The latest machine I bought is this one:
Brother Coverstitch CV3550 coverlock machine

 

This machine is quite limited in it’s use. It’s something inbetween an overlocker and a regular machine. It has one bottom looper, and up to 3 upper threads. And this version also has an extra thread that is kind of like an over-looper. If you have a t-shirt on, I’m pretty sure there’s an edge of folded fabric that is stitched with a coverlock. On the visible side, it’s usually 2 straight, parallel seam-lines and on the underside, it’ll be kind of looping around. That’s a coverstitch. I got this, because I enjoy making clothes for myself and my family, and it makes that a lot easier. But it’s overkill for most people and probably not that relevant for cosplay. I just felt like splurging a bit and buying myself something nice. I did buy it used, though, because I figured I would get one that had all the possible features (including free arm for easier sleeve stitching).

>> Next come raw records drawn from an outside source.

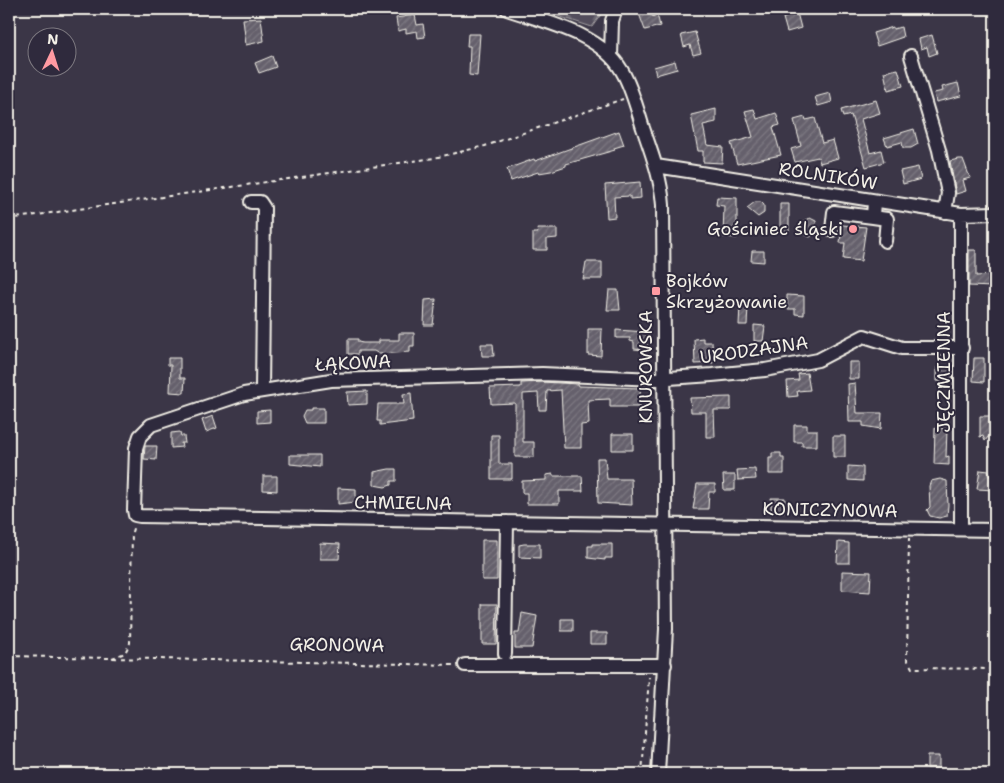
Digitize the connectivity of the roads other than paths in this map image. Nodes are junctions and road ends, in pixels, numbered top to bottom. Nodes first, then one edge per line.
1 (506, 9) edge
2 (616, 9) edge
3 (611, 56) junction
4 (912, 56) dead end
5 (656, 166) junction
6 (874, 201) junction
7 (251, 202) dead end
8 (945, 212) junction
9 (995, 213) edge
10 (960, 214) junction
11 (873, 217) junction
12 (832, 230) dead end
13 (885, 241) dead end
14 (962, 348) junction
15 (664, 378) junction
16 (262, 390) junction
17 (139, 516) joint
18 (507, 522) junction
19 (665, 524) junction
20 (961, 529) junction
21 (995, 530) edge
22 (505, 654) dead end
23 (465, 665) road end
24 (665, 665) junction
25 (658, 774) edge

1 - 3 street, KNUROWSKA
2 - 3 street
3 - 5 street, KNUROWSKA
4 - 8 street
5 - 6 street, ROLNIKÓW
5 - 15 street, KNUROWSKA
6 - 8 street, ROLNIKÓW
6 - 11 street
7 - 16 street
8 - 10 street, ROLNIKÓW
9 - 10 street, ROLNIKÓW
10 - 14 street, JĘCZMIENNA
11 - 12 street
11 - 13 street
14 - 15 street, URODZAJNA
14 - 20 street, JĘCZMIENNA
15 - 16 street, ŁĄKOWA
15 - 19 street, KNUROWSKA
16 - 17 street, ŁĄKOWA
17 - 18 street, CHMIELNA
18 - 19 street, CHMIELNA
18 - 22 street
19 - 20 street, KONICZYNOWA
19 - 24 street, KNUROWSKA
20 - 21 street, KONICZYNOWA
23 - 24 street
24 - 25 street, KNUROWSKA

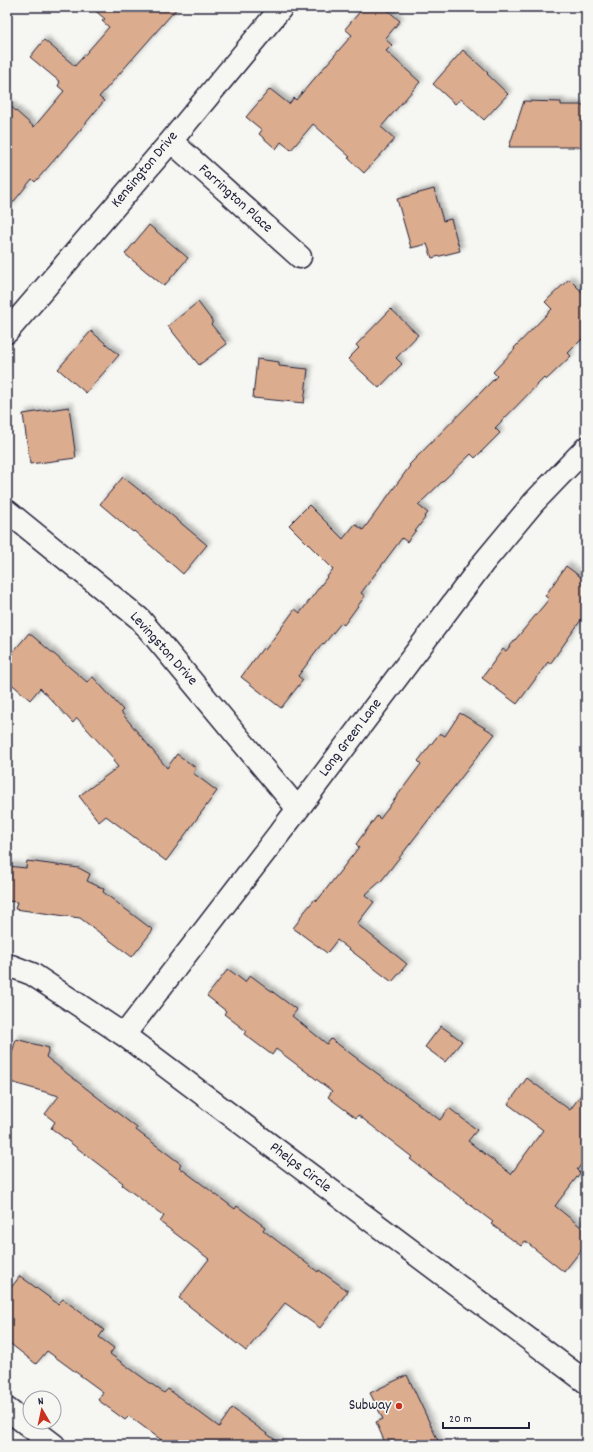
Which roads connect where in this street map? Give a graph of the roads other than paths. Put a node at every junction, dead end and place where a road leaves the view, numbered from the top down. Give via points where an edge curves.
1 (282, 7) edge
2 (171, 141) junction
3 (300, 257) dead end
4 (7, 332) edge
5 (586, 448) edge
6 (7, 511) edge
7 (298, 809) junction
8 (7, 966) edge
9 (124, 1036) junction
10 (586, 1382) edge
11 (7, 1409) edge
12 (54, 1445) edge

1 - 2 street, Kensington Drive
2 - 3 street, Farrington Place
2 - 4 street, Kensington Drive
5 - 7 street, Long Green Lane via 534,502 484,562
6 - 7 street, Levingston Drive via 140,619
7 - 9 street, Long Green Lane
8 - 9 street, Phelps Circle via 32,974
9 - 10 street, Phelps Circle
11 - 12 street

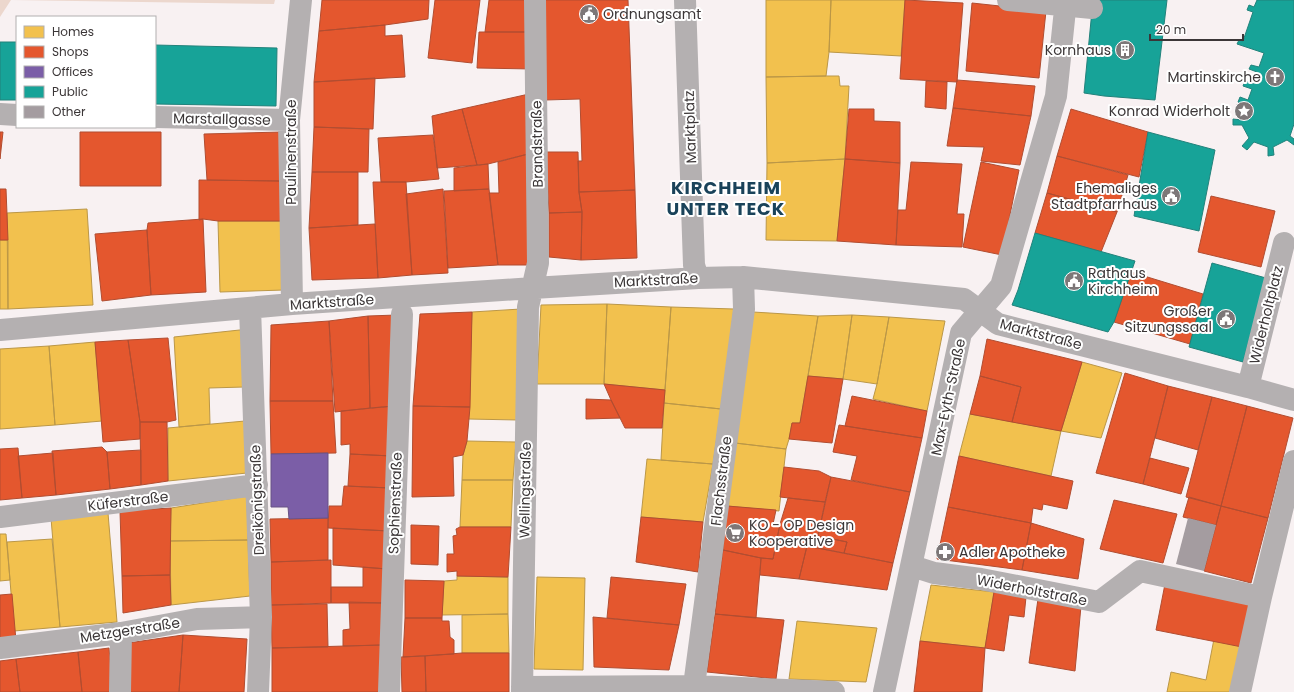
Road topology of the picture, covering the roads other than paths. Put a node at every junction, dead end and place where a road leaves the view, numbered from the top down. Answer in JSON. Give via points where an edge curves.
{"nodes":[{"id":1,"x":301,"y":0,"type":"edge"},
{"id":2,"x":535,"y":0,"type":"edge"},
{"id":3,"x":685,"y":0,"type":"edge"},
{"id":4,"x":1008,"y":0,"type":"edge"},
{"id":5,"x":1066,"y":2,"type":"edge"},
{"id":6,"x":1092,"y":8,"type":"dead end"},
{"id":7,"x":0,"y":114,"type":"edge"},
{"id":8,"x":16,"y":115,"type":"edge"},
{"id":9,"x":156,"y":117,"type":"edge"},
{"id":10,"x":289,"y":120,"type":"junction"},
{"id":11,"x":1284,"y":243,"type":"dead end"},
{"id":12,"x":743,"y":276,"type":"junction"},
{"id":13,"x":698,"y":278,"type":"junction"},
{"id":14,"x":533,"y":288,"type":"junction"},
{"id":15,"x":292,"y":304,"type":"junction"},
{"id":16,"x":250,"y":308,"type":"junction"},
{"id":17,"x":981,"y":311,"type":"junction"},
{"id":18,"x":402,"y":314,"type":"dead end"},
{"id":19,"x":0,"y":330,"type":"edge"},
{"id":20,"x":1248,"y":387,"type":"junction"},
{"id":21,"x":1294,"y":400,"type":"edge"},
{"id":22,"x":1294,"y":461,"type":"edge"},
{"id":23,"x":257,"y":485,"type":"junction"},
{"id":24,"x":0,"y":517,"type":"edge"},
{"id":25,"x":912,"y":566,"type":"junction"},
{"id":26,"x":1261,"y":598,"type":"junction"},
{"id":27,"x":261,"y":617,"type":"junction"},
{"id":28,"x":121,"y":634,"type":"junction"},
{"id":29,"x":0,"y":648,"type":"edge"},
{"id":30,"x":694,"y":686,"type":"junction"},
{"id":31,"x":522,"y":690,"type":"edge"},
{"id":32,"x":120,"y":692,"type":"edge"},
{"id":33,"x":258,"y":692,"type":"edge"},
{"id":34,"x":389,"y":692,"type":"edge"},
{"id":35,"x":834,"y":692,"type":"edge"},
{"id":36,"x":884,"y":692,"type":"edge"},
{"id":37,"x":1240,"y":692,"type":"edge"}],
"edges":[{"from":1,"to":10,"type":"street","name":"Paulinenstraße"},
{"from":2,"to":14,"type":"street","name":"Brandstraße","via":[[538,263]]},
{"from":3,"to":13,"type":"street","name":"Marktplatz","via":[[694,265]]},
{"from":4,"to":5,"type":"street"},
{"from":5,"to":6,"type":"street"},
{"from":5,"to":17,"type":"street","name":"Max-Eyth-Straße","via":[[1056,96],[1001,286]]},
{"from":7,"to":8,"type":"street"},
{"from":9,"to":10,"type":"street","name":"Marstallgasse"},
{"from":10,"to":15,"type":"street","name":"Paulinenstraße"},
{"from":11,"to":20,"type":"street","name":"Widerholtplatz"},
{"from":12,"to":13,"type":"street","name":"Marktstraße"},
{"from":12,"to":17,"type":"street","name":"Marktstraße","via":[[964,299]]},
{"from":12,"to":30,"type":"street","name":"Flachsstraße","via":[[744,309]]},
{"from":13,"to":14,"type":"street","name":"Marktstraße"},
{"from":14,"to":15,"type":"street","name":"Marktstraße"},
{"from":14,"to":31,"type":"street","name":"Wellingstraße","via":[[528,307]]},
{"from":15,"to":16,"type":"street","name":"Marktstraße"},
{"from":16,"to":19,"type":"street","name":"Marktstraße"},
{"from":16,"to":23,"type":"street","name":"Dreikönigstraße"},
{"from":17,"to":20,"type":"street","name":"Marktstraße","via":[[998,324]]},
{"from":17,"to":25,"type":"street","name":"Max-Eyth-Straße","via":[[961,333]]},
{"from":18,"to":34,"type":"street","name":"Sophienstraße"},
{"from":20,"to":21,"type":"street","name":"Marktstraße"},
{"from":22,"to":26,"type":"street"},
{"from":23,"to":24,"type":"street","name":"Küferstraße"},
{"from":23,"to":27,"type":"street","name":"Dreikönigstraße"},
{"from":25,"to":26,"type":"street","name":"Widerholtstraße","via":[[934,573],[1099,602],[1140,571]]},
{"from":25,"to":36,"type":"street","name":"Max-Eyth-Straße"},
{"from":26,"to":37,"type":"street"},
{"from":27,"to":28,"type":"street","name":"Metzgerstraße","via":[[197,619]]},
{"from":27,"to":33,"type":"street","name":"Dreikönigstraße"},
{"from":28,"to":29,"type":"street","name":"Metzgerstraße"},
{"from":28,"to":32,"type":"street"},
{"from":30,"to":31,"type":"street"},
{"from":30,"to":35,"type":"street"}]}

So that’s basically all the machines I have! I would like to add one honorable mention, though:

 Husqvarna 5710 sewing machine

 

This was my very first sewing machine! My grandmother had it before me, and it’s from somewhere between 1976-1982 (I don’t know exactly when) It was actually a nice machine, but when I first got into cosplay and realized it was something I wanted to do a lot, I wanted something a bit more quiet with more features. But this machine isn’t gone. My mother-in-law didn’t have a sewing machine, so I brought it to Lithuania and now she uses it for little repairs and such. It makes me happy to know that after all this time, it still has a purpose and it still works just fine. Those old Husqvarna machines are work horses, and if your budget is small, go look for this kind of machine. The machines that were made back then were so simple that they don’t break that easy, and they were made with quality materials, so they last forever. They may not have lots of fancy seams, but my first Druid cosplay was made mostly with this red machine.